Tuesday, June 26, 2012

always ask the chef

The theory of happiness that is making the rounds these days is defined by “having it all.” Women, it seems, are still testing whether this kind of happiness is available to them, while many men no doubt roll their eyes or simply look the other way at this particular spectacle. But even they have their struggles and their demons.

If life were like a smorgasbord, having it all would mean eating as much as you want of everything you want, and if you’ve ever gone overboard at a buffet, you know how that ends. Many men pile it on, oblivious that in some countries people are starving for food, let alone choice. Women are going the moderation route, still believing that a little bit of everything will satisfy them.

Before we attack the method we need to look at the defining principles and ask ourselves if having equates happiness. Recently a good friend of mine sent out an update to some friends in which she explained that changes are on the horizon for her family, and in their discernment process they are looking for the best situation to accommodate both her and her husband’s professional ambitions as well as their children’s schooling and safety. Importantly, she maintained the caveat that “there are costs to many worthwhile adventures,” implying that to obtain something worth having, you may have to let go of something else, at least for a time.
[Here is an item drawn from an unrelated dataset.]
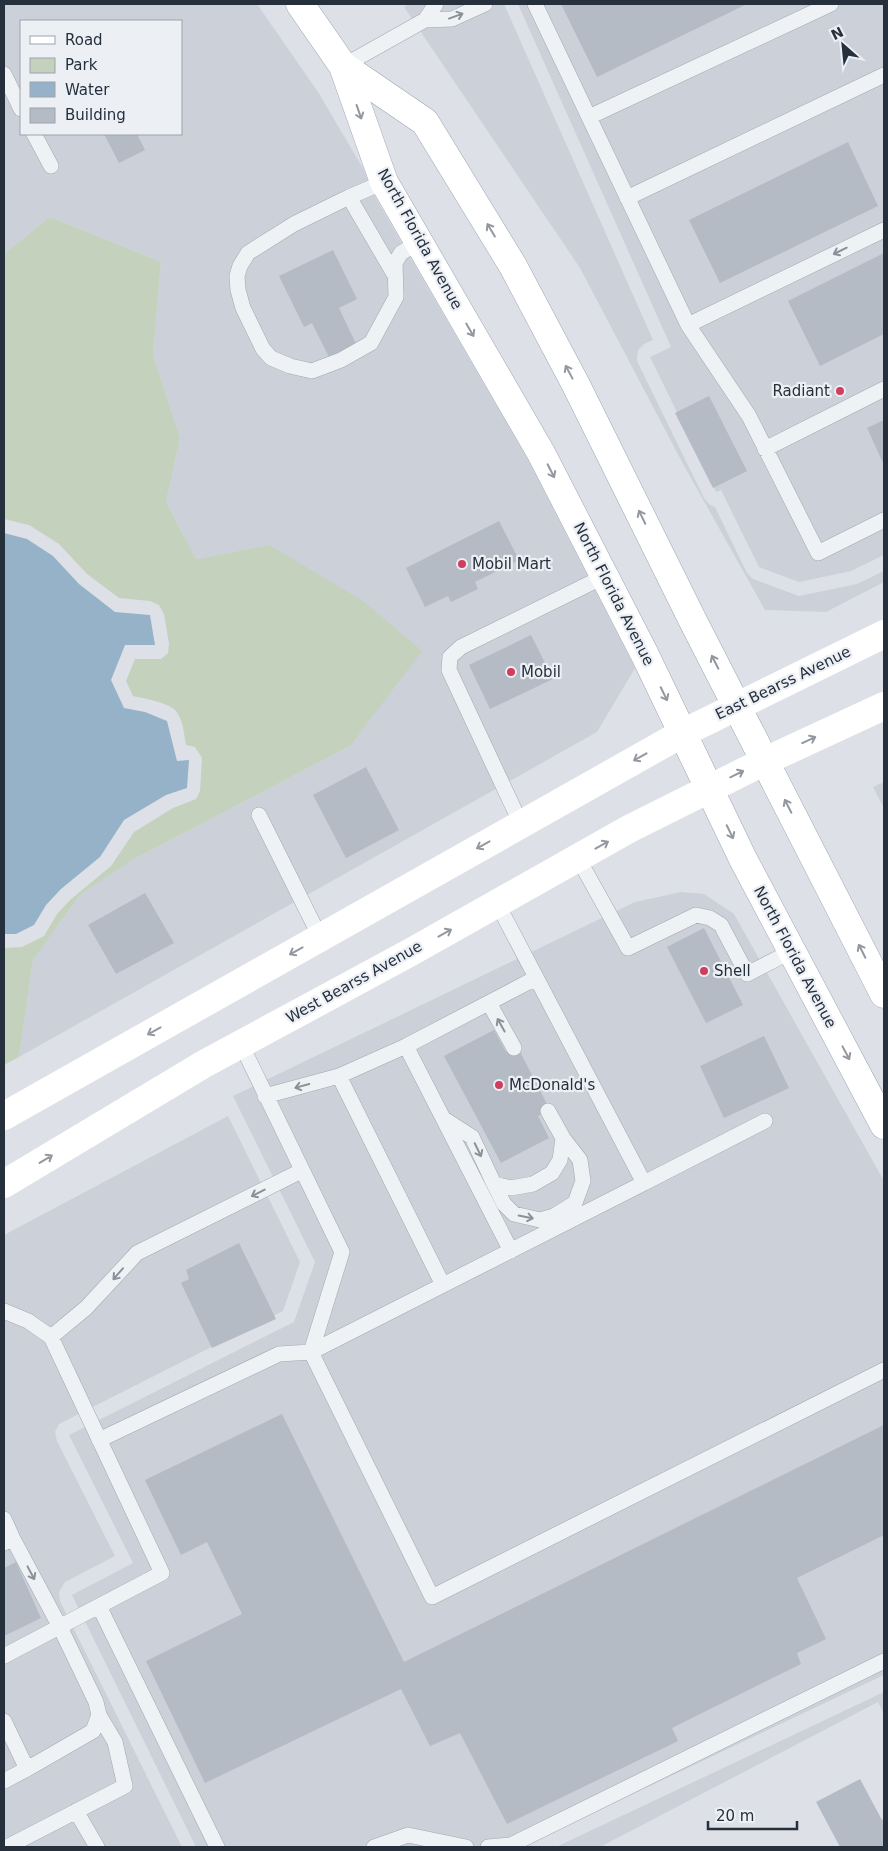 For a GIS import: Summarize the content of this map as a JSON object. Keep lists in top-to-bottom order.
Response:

There’s abundant wisdom in her approach. Most of us would say we know this to be true, and yet so often we’re afraid to experience it. Loss can be heart-wrenching, and regret even more haunting. Having it all, or at least saying we gave it a go, means we don’t have to deal with these difficult emotions.

What it does mean is that we end up feeling exhausted, sub-par and divided most of the time. And it means we often settle for a mediocre experience of everything instead of excellence (or another, more internal way of saying that might be whole-heartedness, or singleness) in one or a few things.

Trying to have it all also presumes that we know what’s best for us. Or maybe it actually reveals that we don’t know. Needing to choose means that we gain enough insight and wisdom (internal as well as external) to make a decision. And for me, it means choosing to let go of my rights to have it all, or have anything at all, to the One who created me and to whom my life belongs. It might sound stifling, and I don’t necessarily think it was meant not to (we are asked to die, after all), but it actually leads to the happiness I think people are looking for. It means saying yes or no with confidence and joy, it means chasing a thing with complete commitment, and it means assurance that, however it feels in the moment, it will lead to something good.

I read once that, when at a sushi restaurant, you should never presume you know you what should order. Always ask the chef, and he will give you his best. 

I hate buffets anyway. I always leave feeling cheated.

1 comment:

  1. Great post! Well said...I think America needs to hear more of this. Bring it, girl!